The Spanish Government updates foreign investment screening regime in light of COVID-19 and prohibits or severely limits the foreign acquisition of companies active in sectors related to public order, public security or public health

The rapid spread of Covid-19 has led to its consideration as a global pandemic. Spain, currently at the epicenter of the crisis, has declared the state of alarm last Sunday. [1]

To ease the effects of the Covid-19 crisis in the economy, the Spanish Government approved yesterday Royal Decree-Law 8/2020, of 17 March, of urgent exceptional measures to face the social and economic impact of COVID-19 (RDL 8/2020), which according to the Government will mobilize € 200 billion. RDL sets up a new foreign investment regime applicable to non-EEA companies.
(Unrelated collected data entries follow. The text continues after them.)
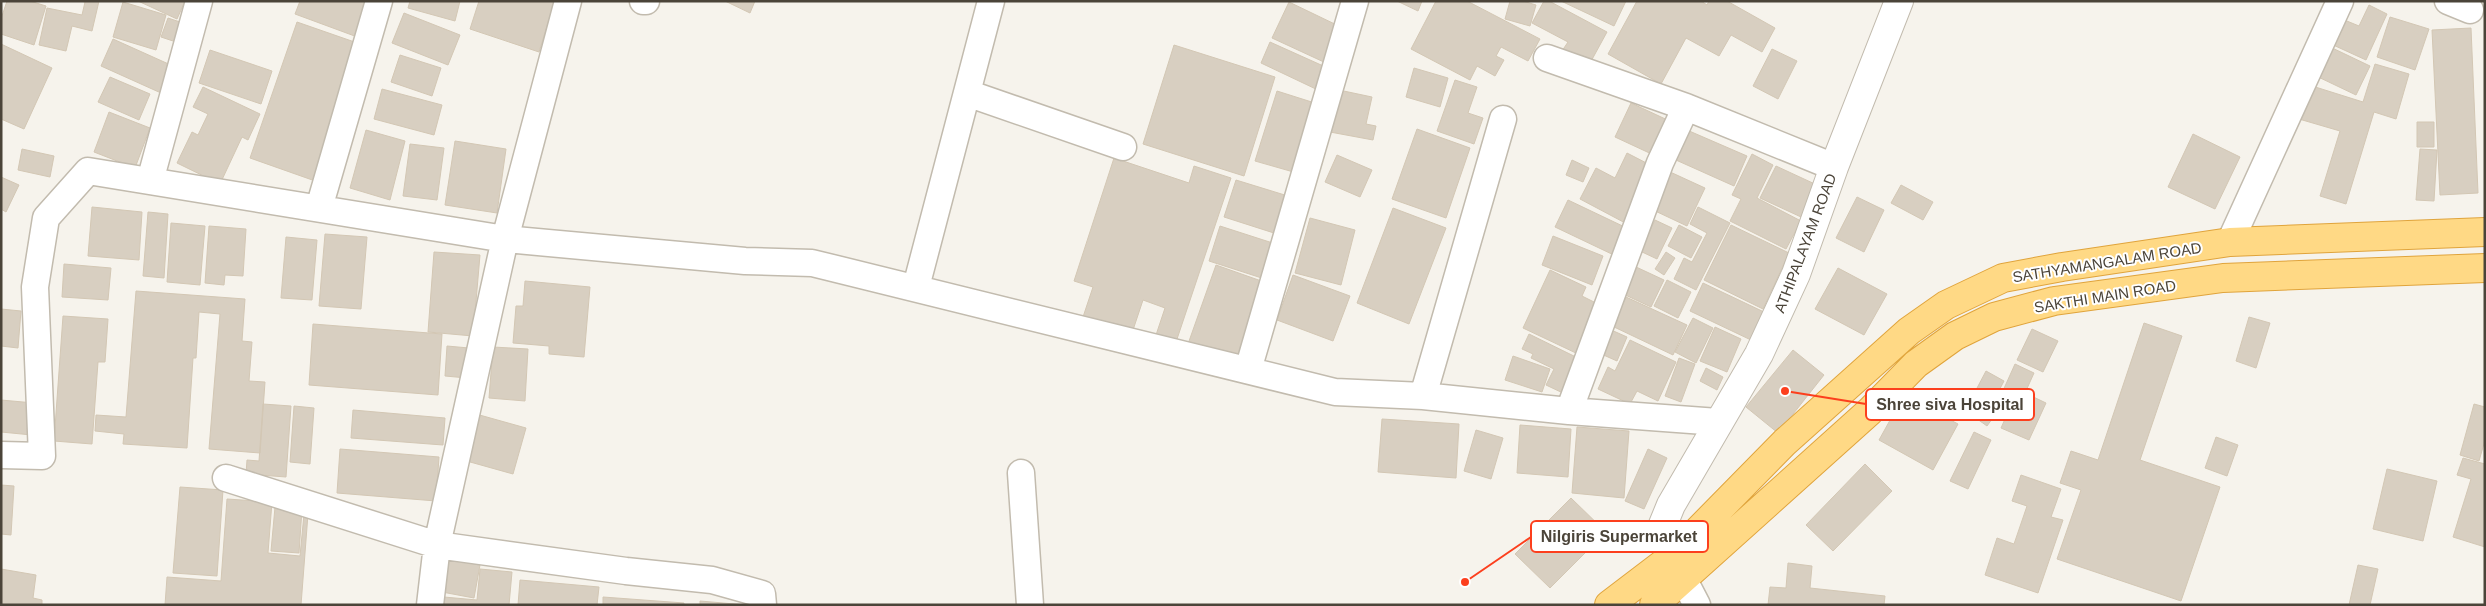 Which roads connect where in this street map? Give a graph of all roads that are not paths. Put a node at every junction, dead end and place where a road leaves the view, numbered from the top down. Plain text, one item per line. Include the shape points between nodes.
1 (199, 1) edge
2 (379, 1) edge
3 (568, 1) edge
4 (991, 1) edge
5 (1355, 1) edge
6 (1899, 1) edge
7 (2340, 1) edge
8 (1547, 58) dead end
9 (967, 93) junction
10 (1686, 107) junction
11 (1503, 119) dead end
12 (1122, 147) dead end
13 (1834, 168) junction
14 (150, 181) junction
15 (319, 208) junction
16 (2485, 232) edge
17 (505, 239) junction
18 (2230, 242) junction
19 (2485, 268) edge
20 (916, 286) junction
21 (1248, 370) junction
22 (1423, 396) junction
23 (1569, 411) junction
24 (1718, 422) junction
25 (1, 455) edge
26 (1021, 472) dead end
27 (226, 478) dead end
28 (437, 545) junction
29 (1678, 568) junction
30 (430, 605) edge
31 (763, 605) edge
32 (1030, 605) edge
33 (1609, 605) edge
34 (1654, 605) edge
35 (1697, 605) edge

1 - 14 street
2 - 15 street
3 - 17 street
4 - 9 street
5 - 21 street
6 - 13 street, ATHIPALAYAM ROAD
7 - 18 street
8 - 10 street
9 - 12 street
9 - 20 street
10 - 13 street
10 - 23 street via 1660,163
11 - 22 street
13 - 24 street, ATHIPALAYAM ROAD via 1796,274 1759,354
14 - 15 street
14 - 25 street via 88,171 46,218 35,287 42,456
15 - 17 street
16 - 18 highway, SATHYAMANGALAM ROAD
17 - 20 street via 812,263
17 - 28 street
18 - 29 highway, SATHYAMANGALAM ROAD via 2003,278 1946,305 1909,331 1785,442
19 - 29 highway, SAKTHI MAIN ROAD via 2224,278 2054,301 1994,317 1955,336 1916,364 1870,411
20 - 21 street
21 - 22 street via 1335,392
22 - 23 street
23 - 24 street
24 - 29 street, ATHIPALAYAM ROAD via 1671,505 1662,528
26 - 32 street
27 - 28 street
28 - 30 street
28 - 31 street via 712,580 762,594
29 - 33 highway, SATHYAMANGALAM ROAD
29 - 34 highway, SAKTHI MAIN ROAD
29 - 35 street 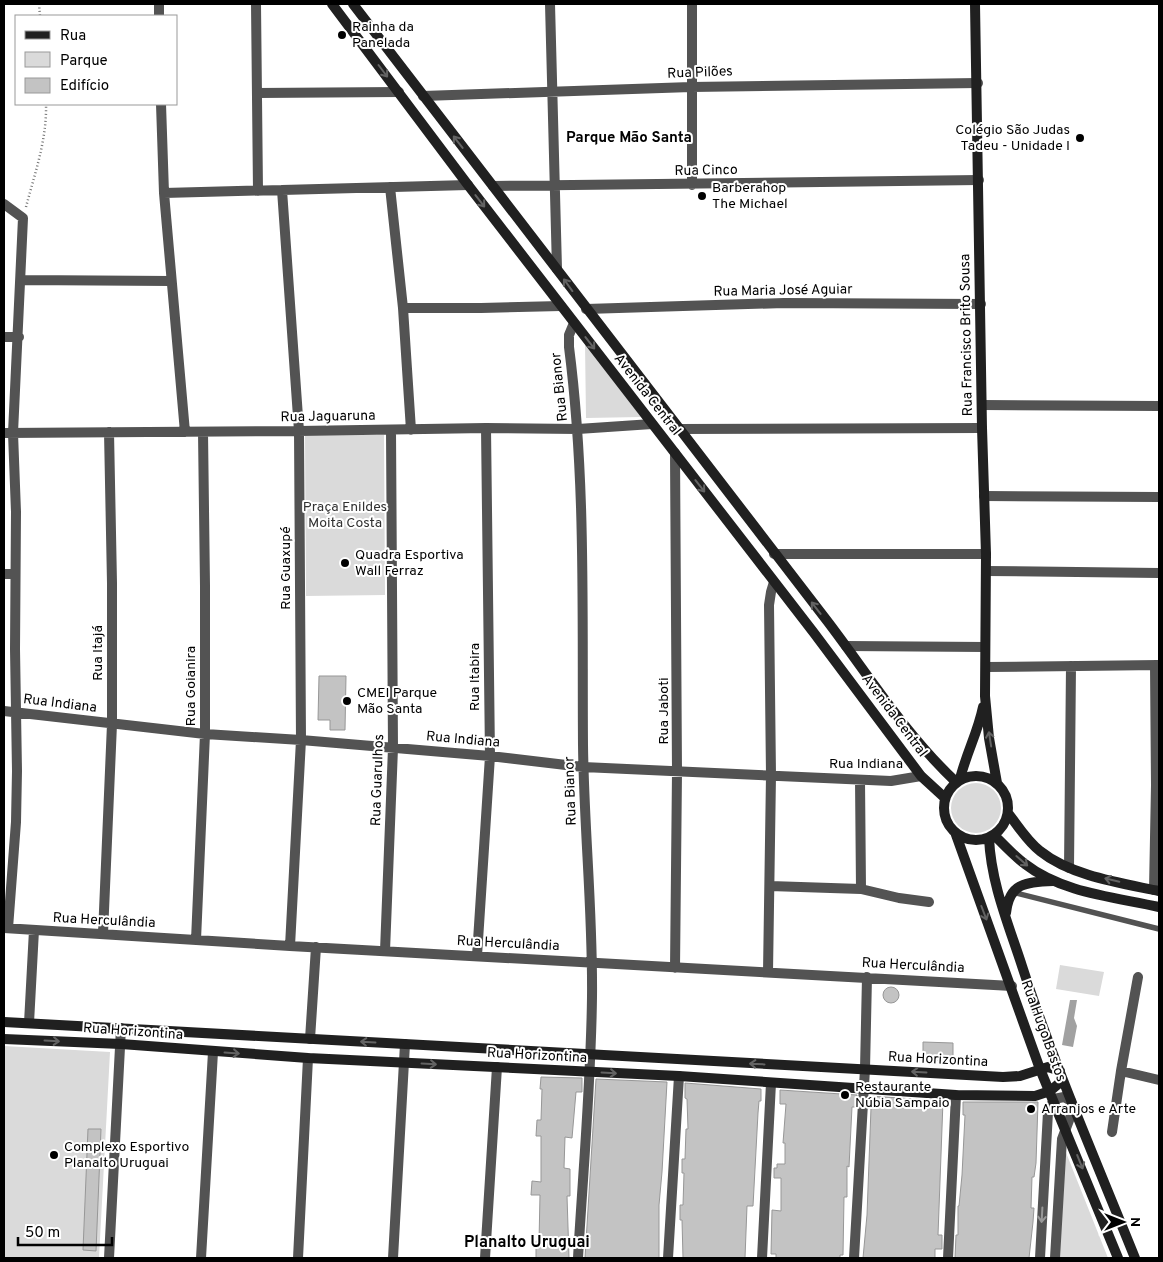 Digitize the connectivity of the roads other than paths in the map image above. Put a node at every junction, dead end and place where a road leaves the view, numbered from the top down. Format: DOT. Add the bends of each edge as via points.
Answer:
graph roads {
  1 [pos="256,4"];
  2 [pos="332,4"];
  3 [pos="353,4"];
  4 [pos="550,4"];
  5 [pos="692,4"];
  6 [pos="976,4"];
  7 [pos="978,83"];
  8 [pos="691,87"];
  9 [pos="399,92"];
  10 [pos="551,92"];
  11 [pos="257,94"];
  12 [pos="423,96"];
  13 [pos="161,105"];
  14 [pos="979,180"];
  15 [pos="468,185"];
  16 [pos="555,185"];
  17 [pos="692,185"];
  18 [pos="493,186"];
  19 [pos="390,187"];
  20 [pos="258,190"];
  21 [pos="282,190"];
  22 [pos="164,193"];
  23 [pos="4,204"];
  24 [pos="556,269"];
  25 [pos="21,280"];
  26 [pos="171,281"];
  27 [pos="981,304"];
  28 [pos="561,306"];
  29 [pos="403,308"];
  30 [pos="586,309"];
  31 [pos="574,323"];
  32 [pos="4,337"];
  33 [pos="19,337"];
  34 [pos="982,405"];
  35 [pos="1159,406"];
  36 [pos="652,424"];
  37 [pos="486,428"];
  38 [pos="982,428"];
  39 [pos="578,429"];
  40 [pos="678,429"];
  41 [pos="391,430"];
  42 [pos="411,430"];
  43 [pos="299,431"];
  44 [pos="109,432"];
  45 [pos="185,432"];
  46 [pos="203,432"];
  47 [pos="8,433"];
  48 [pos="675,453"];
  49 [pos="984,496"];
  50 [pos="1159,497"];
  51 [pos="774,554"];
  52 [pos="986,554"];
  53 [pos="986,571"];
  54 [pos="1159,573"];
  55 [pos="4,574"];
  56 [pos="15,574"];
  57 [pos="774,582"];
  58 [pos="828,622"];
  59 [pos="814,633"];
  60 [pos="846,646"];
  61 [pos="985,647"];
  62 [pos="1157,665"];
  63 [pos="1071,666"];
  64 [pos="986,667"];
  65 [pos="985,696"];
  66 [pos="4,711"];
  67 [pos="17,713"];
  68 [pos="112,724"];
  69 [pos="204,734"];
  70 [pos="301,740"];
  71 [pos="393,748"];
  72 [pos="490,756"];
  73 [pos="583,767"];
  74 [pos="678,772"];
  75 [pos="771,775"];
  76 [pos="921,776"];
  77 [pos="860,780"];
  78 [pos="958,781"];
  79 [pos="997,783"];
  80 [pos="945,798"];
  81 [pos="1008,813"];
  82 [pos="955,832"];
  83 [pos="992,836"];
  84 [pos="1069,868"];
  85 [pos="1054,881"];
  86 [pos="770,886"];
  87 [pos="861,889"];
  88 [pos="1157,891"];
  89 [pos="1012,892"];
  90 [pos="929,902"];
  91 [pos="1159,907"];
  92 [pos="1005,916"];
  93 [pos="6,928"];
  94 [pos="1159,929"];
  95 [pos="34,930"];
  96 [pos="103,934"];
  97 [pos="196,940"];
  98 [pos="290,946"];
  99 [pos="316,947"];
  100 [pos="385,951"];
  101 [pos="477,956"];
  102 [pos="592,963"];
  103 [pos="675,968"];
  104 [pos="768,972"];
  105 [pos="1138,977"];
  106 [pos="867,978"];
  107 [pos="1012,986"];
  108 [pos="4,1022"];
  109 [pos="29,1023"];
  110 [pos="121,1028"];
  111 [pos="4,1039"];
  112 [pos="310,1039"];
  113 [pos="121,1044"];
  114 [pos="405,1044"];
  115 [pos="213,1052"];
  116 [pos="591,1054"];
  117 [pos="308,1058"];
  118 [pos="404,1063"];
  119 [pos="497,1067"];
  120 [pos="1040,1069"];
  121 [pos="865,1070"];
  122 [pos="1121,1071"];
  123 [pos="590,1072"];
  124 [pos="1061,1075"];
  125 [pos="679,1076"];
  126 [pos="1159,1080"];
  127 [pos="771,1084"];
  128 [pos="864,1089"];
  129 [pos="956,1095"];
  130 [pos="1052,1095"];
  131 [pos="1073,1104"];
  132 [pos="1065,1126"];
  133 [pos="1112,1132"];
  134 [pos="109,1258"];
  135 [pos="201,1258"];
  136 [pos="298,1258"];
  137 [pos="394,1258"];
  138 [pos="485,1258"];
  139 [pos="578,1258"];
  140 [pos="668,1258"];
  141 [pos="762,1258"];
  142 [pos="854,1258"];
  143 [pos="948,1258"];
  144 [pos="1040,1258"];
  145 [pos="1055,1258"];
  146 [pos="1118,1258"];
  147 [pos="1135,1258"];
  1 -- 11 [label="street"];
  2 -- 9 [label="street, Avenida Central, one-way"];
  3 -- 12 [label="street, Avenida Central"];
  4 -- 10 [label="street"];
  5 -- 8 [label="street"];
  6 -- 7 [label="street, Rua Francisco Brito Sousa"];
  7 -- 8 [label="street, Rua Pilões"];
  7 -- 14 [label="street, Rua Francisco Brito Sousa"];
  8 -- 10 [label="street, Rua Pilões"];
  8 -- 17 [label="street"];
  9 -- 11 [label="street"];
  9 -- 15 [label="street, Avenida Central"];
  10 -- 12 [label="street, Rua Pilões"];
  10 -- 16 [label="street"];
  11 -- 20 [label="street"];
  18 -- 12 [label="street, Avenida Central, one-way"];
  13 -- 22 [label="street"];
  14 -- 17 [label="street, Rua Cinco"];
  14 -- 27 [label="street, Rua Francisco Brito Sousa"];
  15 -- 19 [label="street"];
  15 -- 28 [label="street, Avenida Central, one-way"];
  16 -- 17 [label="street, Rua Cinco"];
  16 -- 18 [label="street, Rua Cinco"];
  16 -- 24 [label="street"];
  18 -- 24 [label="street, Avenida Central"];
  19 -- 21 [label="street"];
  19 -- 29 [label="street"];
  20 -- 21 [label="street"];
  20 -- 22 [label="street"];
  21 -- 43 [label="street, Rua Guaxupé"];
  22 -- 26 [label="street"];
  23 -- 25 [label="street" via="23,218"];
  30 -- 24 [label="street, Avenida Central, one-way"];
  25 -- 26 [label="street"];
  25 -- 33 [label="street"];
  26 -- 45 [label="street"];
  27 -- 30 [label="street, Rua Maria José Aguiar"];
  27 -- 34 [label="street, Rua Francisco Brito Sousa"];
  28 -- 29 [label="street"];
  28 -- 31 [label="street, Avenida Central"];
  29 -- 42 [label="street"];
  30 -- 40 [label="street, Avenida Central"];
  31 -- 36 [label="street, Avenida Central, one-way"];
  31 -- 39 [label="street, Rua Bianor" via="569,347"];
  32 -- 33 [label="street"];
  33 -- 47 [label="street"];
  34 -- 35 [label="street"];
  34 -- 38 [label="street, Rua Francisco Brito Sousa"];
  36 -- 39 [label="street, Rua Jaguaruna"];
  36 -- 48 [label="street, Avenida Central"];
  37 -- 39 [label="street, Rua Jaguaruna"];
  37 -- 42 [label="street, Rua Jaguaruna"];
  37 -- 72 [label="street, Rua Itabira"];
  38 -- 40 [label="street"];
  38 -- 49 [label="street, Rua Francisco Brito Sousa"];
  39 -- 73 [label="street, Rua Bianor"];
  40 -- 51 [label="street, Avenida Central"];
  41 -- 42 [label="street, Rua Jaguaruna"];
  41 -- 43 [label="street, Rua Jaguaruna"];
  41 -- 71 [label="street, Rua Guarulhos"];
  43 -- 46 [label="street, Rua Jaguaruna"];
  43 -- 70 [label="street, Rua Guaxupé"];
  44 -- 45 [label="street, Rua Jaguaruna"];
  44 -- 47 [label="street, Rua Jaguaruna"];
  44 -- 68 [label="street, Rua Itajá"];
  45 -- 46 [label="street, Rua Jaguaruna"];
  46 -- 69 [label="street, Rua Goianira"];
  47 -- 56 [label="street" via="16,512"];
  48 -- 57 [label="street, Avenida Central, one-way"];
  48 -- 74 [label="street, Rua Jaboti"];
  49 -- 50 [label="street"];
  49 -- 52 [label="street, Rua Francisco Brito Sousa"];
  51 -- 52 [label="street"];
  58 -- 51 [label="street, Avenida Central, one-way"];
  52 -- 53 [label="street, Rua Francisco Brito Sousa"];
  53 -- 54 [label="street"];
  53 -- 61 [label="street, Rua Francisco Brito Sousa"];
  55 -- 56 [label="street"];
  56 -- 67 [label="street"];
  57 -- 59 [label="street, Avenida Central"];
  57 -- 75 [label="street" via="769,606"];
  58 -- 59 [label="street"];
  58 -- 60 [label="street, Avenida Central"];
  59 -- 76 [label="street, Avenida Central"];
  60 -- 61 [label="street"];
  60 -- 78 [label="street, Avenida Central" via="929,756"];
  61 -- 64 [label="street, Rua Francisco Brito Sousa"];
  62 -- 63 [label="street"];
  62 -- 88 [label="street"];
  63 -- 64 [label="street"];
  63 -- 84 [label="street"];
  64 -- 65 [label="street, Rua Francisco Brito Sousa"];
  65 -- 78 [label="street"];
  79 -- 65 [label="street, one-way"];
  66 -- 67 [label="street, Rua Indiana"];
  67 -- 68 [label="street, Rua Indiana"];
  67 -- 93 [label="street" via="16,822"];
  68 -- 69 [label="street, Rua Indiana"];
  68 -- 96 [label="street, Rua Itajá"];
  69 -- 70 [label="street, Rua Indiana"];
  69 -- 97 [label="street, Rua Goianira"];
  70 -- 71 [label="street, Rua Indiana"];
  70 -- 98 [label="street, Rua Guaxupé"];
  71 -- 72 [label="street, Rua Indiana"];
  71 -- 100 [label="street, Rua Guarulhos"];
  72 -- 73 [label="street, Rua Indiana"];
  72 -- 101 [label="street, Rua Itabira"];
  73 -- 74 [label="street, Rua Indiana"];
  73 -- 102 [label="street, Rua Bianor"];
  74 -- 75 [label="street, Rua Indiana"];
  74 -- 103 [label="street, Rua Jaboti"];
  75 -- 77 [label="street, Rua Indiana"];
  75 -- 86 [label="street"];
  76 -- 77 [label="street, Rua Indiana" via="896,781"];
  76 -- 80 [label="street, Avenida Central"];
  77 -- 87 [label="street"];
  78 -- 79 [label="street" via="979,775"];
  78 -- 80 [label="street"];
  79 -- 81 [label="street" via="1004,791"];
  80 -- 82 [label="street" via="945,817"];
  81 -- 83 [label="street" via="1005,823"];
  81 -- 84 [label="street" via="1031,843"];
  82 -- 83 [label="street" via="971,840"];
  82 -- 107 [label="street, Rua Hugo Bastos, one-way"];
  83 -- 85 [label="street, one-way" via="1025,865"];
  83 -- 92 [label="street" via="994,881"];
  88 -- 84 [label="street, one-way"];
  85 -- 89 [label="street" via="1025,884"];
  85 -- 91 [label="street"];
  86 -- 87 [label="street"];
  86 -- 104 [label="street"];
  87 -- 90 [label="street"];
  89 -- 92 [label="street" via="1007,899"];
  89 -- 94 [label="lane"];
  92 -- 124 [label="street"];
  93 -- 95 [label="street, Rua Herculândia"];
  95 -- 96 [label="street, Rua Herculândia"];
  95 -- 109 [label="street"];
  96 -- 97 [label="street, Rua Herculândia"];
  97 -- 98 [label="street, Rua Herculândia"];
  98 -- 99 [label="street, Rua Herculândia"];
  99 -- 100 [label="street, Rua Herculândia"];
  99 -- 112 [label="street"];
  100 -- 101 [label="street, Rua Herculândia"];
  101 -- 102 [label="street, Rua Herculândia"];
  102 -- 103 [label="street, Rua Herculândia"];
  102 -- 116 [label="street, Rua Bianor"];
  103 -- 104 [label="street, Rua Herculândia"];
  104 -- 106 [label="street, Rua Herculândia"];
  105 -- 122 [label="street"];
  106 -- 107 [label="street, Rua Herculândia"];
  106 -- 121 [label="street"];
  107 -- 120 [label="street, Rua Hugo Bastos"];
  108 -- 109 [label="street, Rua Horizontina"];
  109 -- 110 [label="street, Rua Horizontina"];
  110 -- 112 [label="street, Rua Horizontina"];
  110 -- 113 [label="street"];
  111 -- 113 [label="street, Rua Horizontina, one-way"];
  114 -- 112 [label="street, Rua Horizontina, one-way"];
  113 -- 115 [label="street, Rua Horizontina"];
  113 -- 134 [label="street"];
  114 -- 116 [label="street, Rua Horizontina"];
  114 -- 118 [label="street"];
  115 -- 117 [label="street, Rua Horizontina, one-way"];
  115 -- 135 [label="street"];
  121 -- 116 [label="street, Rua Horizontina, one-way"];
  116 -- 123 [label="street, Rua Bianor"];
  117 -- 118 [label="street, Rua Horizontina"];
  117 -- 136 [label="street"];
  118 -- 119 [label="street, Rua Horizontina, one-way"];
  118 -- 137 [label="street"];
  119 -- 123 [label="street, Rua Horizontina"];
  119 -- 138 [label="street"];
  120 -- 121 [label="street, Rua Horizontina, one-way" via="1020,1076 1003,1077"];
  120 -- 124 [label="street" via="1048,1067"];
  120 -- 130 [label="street, Rua Hugo Bastos"];
  121 -- 128 [label="street"];
  122 -- 126 [label="street"];
  122 -- 133 [label="street"];
  123 -- 125 [label="street, Rua Horizontina, one-way"];
  123 -- 139 [label="street, Rua Bianor"];
  124 -- 130 [label="street, Rua Horizontina"];
  124 -- 131 [label="street"];
  125 -- 127 [label="street, Rua Horizontina"];
  125 -- 140 [label="street"];
  127 -- 128 [label="street, Rua Horizontina"];
  127 -- 141 [label="street"];
  128 -- 129 [label="street, Rua Horizontina"];
  128 -- 142 [label="street"];
  129 -- 130 [label="street, Rua Horizontina"];
  129 -- 143 [label="street"];
  130 -- 131 [label="street" via="1064,1097"];
  130 -- 132 [label="street, Rua Hugo Bastos"];
  130 -- 144 [label="street, one-way" via="1047,1115"];
  131 -- 132 [label="street"];
  131 -- 147 [label="street"];
  132 -- 145 [label="street"];
  132 -- 146 [label="street, Rua Hugo Bastos, one-way"];
}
The most significant aspects of RDL 8/2020 are the following:

  • Measures to support workers, families and vulnerable groups: (i) moratorium on the payment of mortgages; (ii) the prohibition of water, power and gas cuts to vulnerable users during the crisis; (iii) unemployment benefits to workers affected by temporary collective dismissals; (iv) all workers will have access to unemployment benefits regardless of the length of their contribution period; and (v) € 300 million will be destined to urgent reinforcing of social care services.
  • Measures to support businesses and self-employed workers: (i) the creation of a line of public financial guarantees of € 100,000 million to back credit from banking institutions; (ii) exemption of the payment of 75% of company’s contribution to social security (100% when the company has less than 50 workers) with regard to workers affected by temporary work reductions; (iii) self-employed workers with reduced profits will be subject to receiving support for inactivity.
  • Softening of the rules of expenditure applicable to local authorities: € 300 million will be destined for that purpose so that city councils can use budget surpluses for social expenditure.
  • Support for scientific research: urgent resources will be allocated to research for a vaccine for the Covid-19 virus.
  • New foreign investment regime, dealt with in more detail below.

Urgent screening mechanism for foreign investments.

Foreign investors for these purposes are those residing in countries outside of the EEA. [2] RDL 8/2020 amends Law 19/2003, of 4 July, on the legal regime of capital movements and foreign economic transactions, by adding Article 7 bis. [3] Said amendment does not repeal Royal Decree 644/1999, of 23 April, on Foreign Investments (RD 644/1999) which remains in force to the extent it is consistent with RDL 8/2020 (particularly, with regard to the authorization regime for transactions related to national defence companies active in the production or trade of weapons, ammunition, explosives and war material).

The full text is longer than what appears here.